En septembre, il écrit à sa tante une lettre dans laquelle on entrevoit déjà clairement le futur écrivain. Ce qui frappe particulièrement, c’est le sérieux qu’il met pour exprimer sa pensée. Probablement que déjà dans sa tête était une foule d’idées et d’images, et avec difficulté il choisissait celles qu’il pouvait exprimer sur le papier. Voici comment il exprime ses sentiments.

« Vous m’avez dit plusieurs fois que vous n’avez pas l’habitude d’écrire des brouillons pour vos lettres ; je suis votre exemple, mais je ne m’en trouve pas aussi bien que vous, car il m’arrive fort souvent de déchirer mes lettres après les avoir relues.
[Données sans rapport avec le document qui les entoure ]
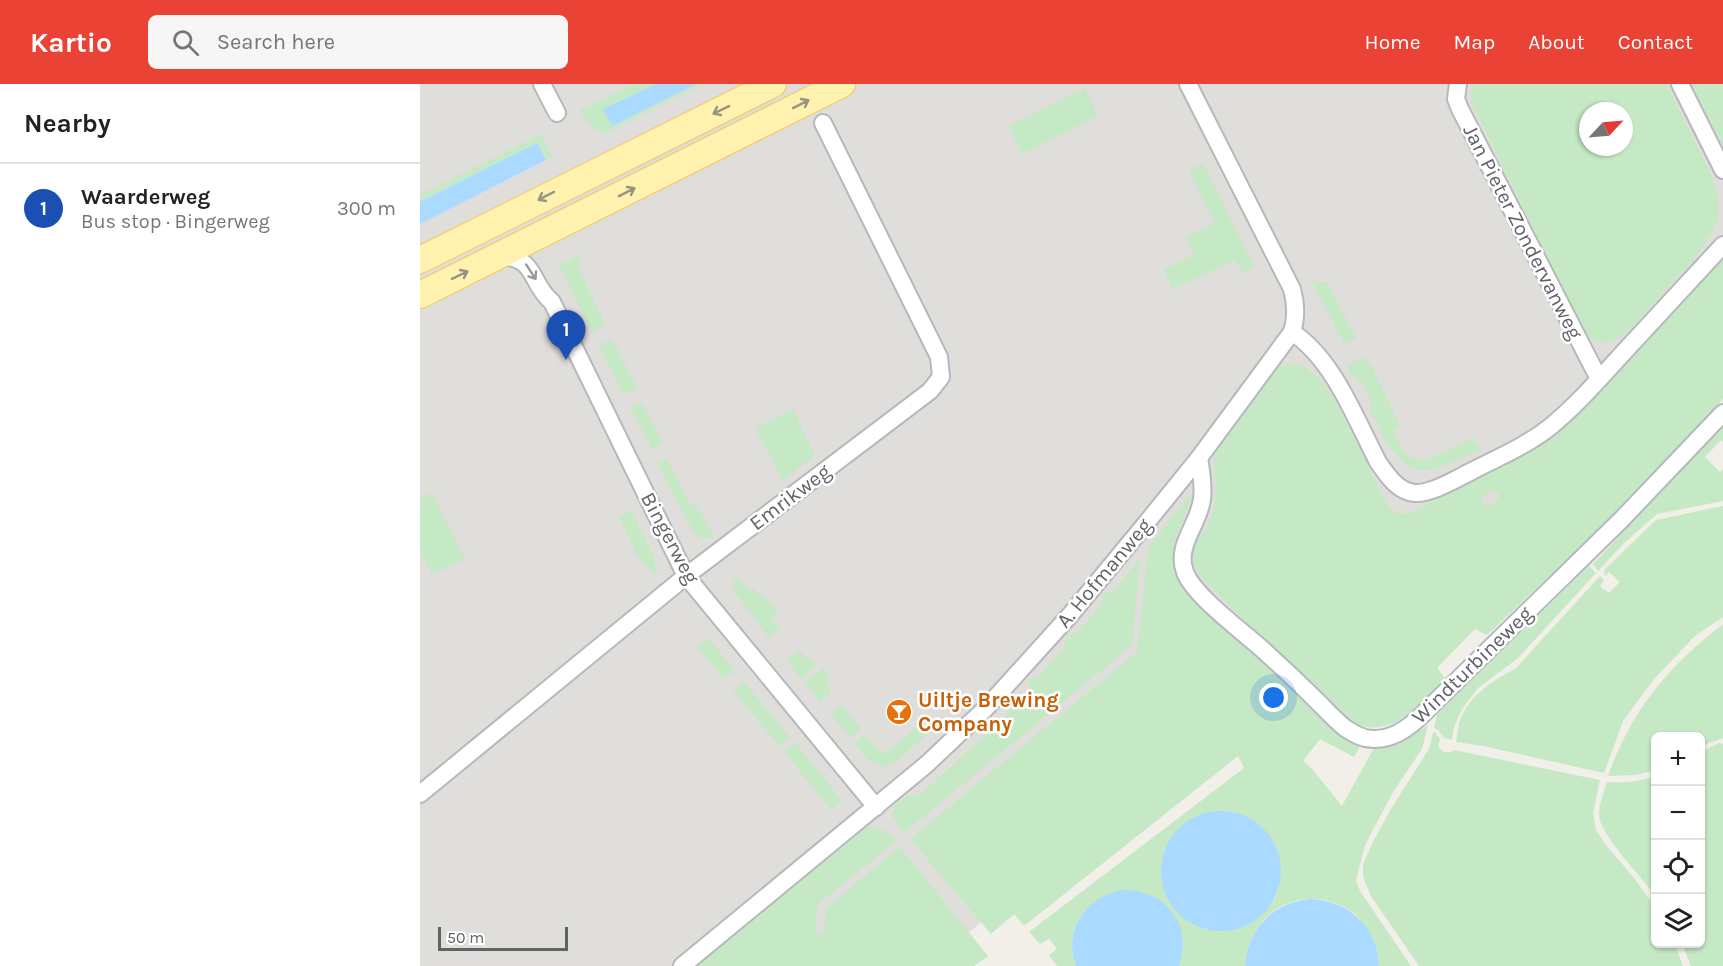 <!DOCTYPE html>
<html lang="en">
<head>
<meta charset="utf-8">
<style>
  body { margin:0; font-family:Karla,sans-serif; background:#f6f6f6; color:#222 }
  .controls { position:absolute; right:18px; bottom:18px; display:grid; overflow:hidden; border-radius:9px; box-shadow:0 2px 4px #0004 }
  .controls button { width:54px; height:54px; display:grid; place-items:center; padding:0; border:0; border-bottom:2px solid #e0e0e0; background:#fff; color:#222; font:30px sans-serif }
  .compass { position:absolute; left:1159px; top:18px; width:54px; height:54px; border-radius:50%; background:#fff; box-shadow:0 2px 4px #0004; rotate:64deg }
  .scale { position:absolute; left:18px; bottom:15px; width:130px; box-sizing:border-box; padding-left:6px; border:3px solid #5f6368; border-top:0; font-size:16px; line-height:21px; white-space:nowrap; color:#5f6368; -webkit-text-stroke:4px #fff; paint-order:stroke }
  .you { position:absolute; left:854px; top:614px; width:21px; height:21px; margin:-15px; border:4px solid #fff; border-radius:50%; background:#1a73e8; box-shadow:0 0 0 9px #1a73e833 }
  .badge { display:grid; place-items:center; width:39px; height:39px; border-radius:50%; background:#ea4335; color:#fff; font-size:20px; font-weight:700 }
  .pin { position:absolute; translate:-50% -50px; filter:drop-shadow(0 2px 3px #0008) }
  .pin::after { content:''; position:absolute; top:32px; width:21px; height:18px; background:inherit; clip-path:polygon(0 0,100% 0,50% 100%) }
  .list { margin:0; padding:0; list-style:none }
  h2 { display:flex; justify-content:space-between; align-items:center; height:78px; margin:0; padding:0 24px; font-size:26px }
  h2 small { font-size:20px; font-weight:400; color:#767676 }
  .list li { display:grid; grid-template-columns:39px 1fr auto; gap:18px; align-items:center; box-sizing:border-box; height:90px; padding:0 24px; border-top:2px solid #e0e0e0 }
  .list b { display:block; font-size:22px; white-space:nowrap }
  .list p { margin:0; font-size:20px; white-space:nowrap; color:#767676 }
  .list em { font-size:20px; font-style:normal; color:#767676 }
  .icon { flex:none; width:33px; height:33px; fill:none; stroke:currentColor; stroke-width:2; stroke-linecap:round; stroke-linejoin:round }
  .map { position:relative; flex:none; width:1303px; height:882px; overflow:hidden }
  header { display:flex; align-items:center; gap:36px; box-sizing:border-box; height:84px; padding:0 30px; background:#ea4335; color:#fff }
  header strong { font-size:28px }
  nav { display:flex; gap:33px; margin-inline-start:auto; font-size:21px }
  .search { width:420px; height:54px; background:#f6f6f6; display:flex; align-items:center; gap:15px; box-sizing:border-box; padding:0 21px; border-radius:9px; color:#767676; font-size:22px }
  main { display:flex }
  aside { flex:1; background:#fff }
  .map>svg:first-child { display:block }
  .industrial { fill:#e0deda; fill-rule:evenodd }
  .green { fill:#c5e8c5; fill-rule:evenodd }
  .water { fill:#aadaff }
  .lines { fill:none; stroke-linecap:round; stroke-linejoin:round }
  .street-casing { stroke:#b5b8bc; stroke-width:20 }
  .primary-casing { stroke:#f2c960; stroke-width:28 }
  .street { stroke:#fff; stroke-width:16 }
  .primary { stroke:#fff2af; stroke-width:26 }
  .oneway { stroke:#979581 }
  .oneway2 { stroke:#979a9d }
  .labels { text-anchor:middle; stroke-width:5; stroke-linejoin:round; paint-order:stroke }
  .street-label { font-size:21px; fill:#5f6368; stroke:#fff }
  .food-label { font-size:21px; font-weight:bold; fill:#c56008; stroke:#fff; text-anchor:start }
</style>
</head>
<body>
<header>
<strong>Kartio</strong>
<div class="search"><svg class="icon" aria-label="search" viewBox="0 0 24 24"><circle cx="10" cy="10" r="6"/><path d="M15 15l6 6"/></svg>Search here</div>
<nav><a>Home</a><a>Map</a><a>About</a><a>Contact</a></nav>
</header>
<main>
<aside>
<h2>Nearby<small></small></h2>
<ul class="list">
<li><span class="badge" style="background:#1a4fb4">1</span><div><b>Waarderweg</b><p>Bus stop · Bingerweg</p></div><em>300 m</em></li>
</ul>
</aside>
<div class="map">
<svg width="1303" height="882" viewBox="0 0 1303 882">
  <rect width="100%" height="100%" fill="#f1efe8"/>
  <!-- industrial -->
  <path class="industrial" d="M0 0H1303V287L1224 368 837 547 871 580 791 650 508 882H0ZM1168 27H1204V63H1168Z"/>
  <!-- green -->
  <g class="green">
    <path d="M214 0H237L183 25 192 42 276 0H282L185 49C171 44 167 39 160 26Z"/>
    <path d="M1054 0H1247L1293 94 1299 121 1298 134 1294 145 1281 165 1266 185 1205 250C1189 260 1177 264 1164 247L1052 20C1050 12 1050 7 1054 0ZM1168 27H1204V63H1168Z"/>
    <path d="M1272 0H1303V62Z"/>
    <path d="M665 4 678 32 602 70 588 42Z"/>
    <path d="M121 50 132 73 126 76 117 59 0 118V111Z"/>
    <path d="M783 79 834 183 823 189 815 176 753 205 743 186 774 171 766 153 795 139 769 87Z"/>
    <path d="M160 170 159 185 186 242 172 248 139 181Z"/>
    <path d="M1303 175V315L1174 450 1067 551 1055 545 1017 584 1025 594C999 622 969 660 928 636L786 499C756 463 786 457 794 424 798 408 794 389 794 373L796 369 858 284C894 261 925 336 937 360 947 379 956 399 966 418 972 426 977 430 987 430L1102 373 1131 354 1147 342ZM1074 407 1079 409V414L1074 419 1065 422 1062 419C1062 411 1067 409 1074 407Z"/>
    <path d="M892 197 907 198 936 254 924 260Z"/>
    <path d="M192 255 218 305 203 310 179 261Z"/>
    <path d="M945 273 952 283 981 343 973 347 984 369 994 375 1004 377 1054 354 1061 365C1045 372 1017 388 999 386 976 382 958 343 949 325L951 317 939 295 931 291 927 281Z"/>
    <path d="M221 318 243 360 232 365 211 323Z"/>
    <path d="M373 325 395 371 363 397 335 344Z"/>
    <path d="M1303 342V358L1301 356 1285 373 1300 388 1303 385V417L1237 430 1204 459 1178 487 1173 480Z"/>
    <path d="M247 375 270 421H276L294 453 282 455 274 449 237 379Z"/>
    <path d="M12 409 45 475 12 491 0 466V415Z"/>
    <path d="M774 409 757 450 753 467V481L758 497 775 518 839 574 912 644 922 652 940 662 934 673 900 655 883 677 892 685 922 722 954 664 978 660 1008 641 1002 665 973 708 945 761 936 796 940 807 991 882H959C958 868 953 859 947 848 944 844 942 839 940 835 932 826 919 820 908 817 863 807 828 838 825 882H759C766 864 764 849 754 833 719 777 632 820 656 882H637L629 871 637 865 629 855 620 860 609 848 824 684 818 672 604 842 594 830 571 850 490 755 717 568 728 465 766 414ZM800 727C824 728 844 739 855 761 864 777 863 814 846 825 838 831 825 833 816 837 809 839 798 846 790 846 784 846 775 841 769 837 745 822 736 792 745 765Z"/>
    <path d="M1303 422V533L1275 552 1234 595 1203 637 1184 689 1063 662 1036 658C1037 652 1038 645 1039 639 1047 613 1073 596 1095 585L1180 492 1184 496 1180 502 1189 509 1200 498 1189 488 1185 492 1184 486 1236 436Z"/>
    <path d="M211 427 234 472 236 492 218 473 199 433Z"/>
    <path d="M720 475 712 561 484 749 473 734 474 722 490 710 499 712 571 645 570 636 583 634 610 604 608 595 619 593 644 563 647 551 657 548 682 520 683 509 692 508Z"/>
    <path d="M1169 482 1176 489 1098 574 1058 604 1042 625 1034 643 1032 656 1024 654 1018 646 1014 644 1017 631 1042 606Z"/>
    <path d="M317 493 329 507 333 504 339 511 342 509 358 528 351 535 360 544 349 554 316 510 312 501Z"/>
    <path d="M1303 540V654L1281 662 1280 652H1236L1235 686 1216 691 1188 692C1213 624 1247 584 1303 540Z"/>
    <path d="M289 555 315 586 304 595 277 563Z"/>
    <path d="M379 567 396 581 381 595 367 576Z"/>
    <path d="M404 584 410 591 405 597 411 608 400 618 385 598Z"/>
    <path d="M324 598 370 653 360 663 313 607Z"/>
    <path d="M421 620 441 645 430 653 411 630Z"/>
    <path d="M504 636 512 645 474 680 463 683 450 678 434 659 444 651 461 668 472 665Z"/>
    <path d="M1015 648 1020 655 1018 662 1023 668H1031L1034 666 1180 696 1173 729 1176 746 1186 761 1214 794 1235 823 1236 860H1255L1263 882H999L951 812 943 793V780L953 758 971 725 1009 665 1013 649Z"/>
    <path d="M375 658 422 717 411 726 363 666Z"/>
    <path d="M1299 659 1303 660V882H1271L1262 860H1280L1281 668Z"/>
    <path d="M1235 692H1236L1235 812C1222 792 1179 751 1179 730 1179 720 1184 708 1187 698 1205 699 1219 698 1235 692Z"/>
    <path d="M447 743C461 743 467 747 476 757L397 821 396 849 403 851 406 824 480 763 568 872 554 882H277Z"/>
  </g>
  <!-- water -->
  <g class="water">
    <path d="M237 0H276L192 42 183 25Z"/>
    <path d="M117 59 126 76 0 140V118Z"/>
    <circle cx="801" cy="787" r="60"/>
    <path d="M702 806C745 805 774 841 759 882H656C642 846 666 813 702 806Z"/>
    <path d="M891 815C929 817 957 842 959 882H825C828 844 853 818 891 815Z"/>
  </g>
  <g class="lines">
    <!-- street casing -->
    <g class="street-casing">
      <g id="street">
        <path d="M122 0 137 29"/>
        <path d="M1038 0 1036 15 1040 25 1179 295"/>
        <path d="M1260 0 1303 86"/>
        <path d="M80 172C118 174 109 199 132 218L266 492 456 723"/>
        <path d="M872 248C914 276 935 334 958 378 967 391 978 408 995 409 1011 410 1036 395 1050 388 1077 374 1106 362 1130 343 1157 321 1180 294 1204 268 1237 232 1270 197 1303 161"/>
        <path d="M779 374C781 387 784 401 782 415 779 441 755 461 765 488 773 511 822 547 842 565 861 582 880 600 898 618 907 627 915 636 925 644 931 648 938 652 945 654 970 659 989 644 1005 628L1201 436 1303 329"/>
        <path d="M0 710 266 492 510 307 521 293 519 273 403 39"/>
        <path d="M262 882 507 680 566 624 651 530 723 443 779 374 872 248C877 233 876 220 872 205L768 0"/>
      </g>
    </g>
    <!-- primary casing -->
    <g class="primary-casing">
      <g id="primary">
        <path d="M0 176 353 0"/>
        <path d="M0 211 422 0"/>
      </g>
    </g>
    <!-- street -->
    <use href="#street" class="street"/>
    <!-- primary -->
    <use href="#primary" class="primary"/>
  </g>
  <!-- one-way arrows -->
  <defs><path id="oneway-shaft" d="M-6 0H5M1.5-3L5.5 0L1.5 3" fill="none" stroke-width="1.6" stroke-linecap="round" stroke-linejoin="round" transform="scale(1.5)"/></defs>
  <g class="oneway">
    <use href="#oneway-shaft" transform="translate(381 20) rotate(-27)"/>
    <use href="#oneway-shaft" transform="translate(301 26) rotate(154)"/>
    <use href="#oneway-shaft" transform="translate(207 108) rotate(-27)"/>
    <use href="#oneway-shaft" transform="translate(126 112) rotate(153)"/>
    <use href="#oneway-shaft" transform="translate(40 191) rotate(-26)"/>
  </g>
  <use class="oneway2" href="#oneway-shaft" transform="translate(111 188) rotate(57)"/>
  <!-- icons -->
  <defs>
    <g id="bar-disc" transform="scale(1.35)"><circle r="9.5" fill="#e8710a" stroke="#fff"/><path d="M-6-5H6L.8 .8V4.5H3.5V6h-7V4.5H-.8V.8Z" fill="#fff"/></g>
  </defs>
  <g fill-rule="evenodd">
    <use href="#bar-disc" x="479" y="628"/>
  </g>
  <g class="labels">
    <!-- street labels -->
    <g class="street-label">
      <text transform="translate(1103 148) rotate(63)" y="7">Jan Pieter Zondervanweg</text>
      <text transform="translate(370 413) rotate(-37)" y="7">Emrikweg</text>
      <text transform="translate(250 454) rotate(62)" y="7">Bingerweg</text>
      <text transform="translate(684 489) rotate(-50)" y="7">A. Hofmanweg</text>
      <text transform="translate(1052 581) rotate(-44)" y="7">Windturbineweg</text>
    </g>
    <!-- food labels -->
    <g class="food-label">
      <text x="498" y="623">Uiltje Brewing<tspan x="498" dy="24">Company</tspan></text>
    </g>
  </g>
</svg>
<div class="controls">
<button>+</button>
<button>−</button>
<button><svg class="icon" aria-label="locate" viewBox="0 0 24 24"><circle cx="12" cy="12" r="6"/><path d="M12 2v4M12 18v4M2 12h4M18 12h4"/></svg></button>
<button><svg class="icon" aria-label="layers" viewBox="0 0 24 24"><path d="M12 4l9 5-9 5-9-5zM3 14l9 5 9-5"/></svg></button>
</div>
<svg class="compass" viewBox="-18 -18 36 36"><path d="M0-13l5 13h-10z" fill="#e53935"/><path d="M0 13l5-13h-10z" fill="#767676"/></svg>
<div class="scale">50 m</div>
<div class="you"></div>
<div class="pin badge" style="left:146px;top:276px;background:#1a4fb4">1</div>
</div>
</main>
</body>
</html>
Ce n’est pas par fausse honte que je le fais — une faute d’orthographe, un pâté, une phrase mal tournée ne me gênent pas, mais c’est que je ne suis pas parvenu à savoir diriger ma plume et mes idées. Je viens de déchirer une lettre que j’avais achevée pour vous, parce que j’y avais dit beaucoup de choses que je ne voulais pas vous dire et rien de ce que je voulais vous dire. Vous croyez peut-être que c’est dissimulation et vous direz qu’il est mal de dissimuler avec les personnes qu’on aime et dont on se sent aimé. J’en conviens, mais convenez

  1. Œuvres complètes du comte L.-N. Tolstoï. P.-V. Stock, éditeur, tome iii, les Cosaques, pp. 245-246-247-248-249.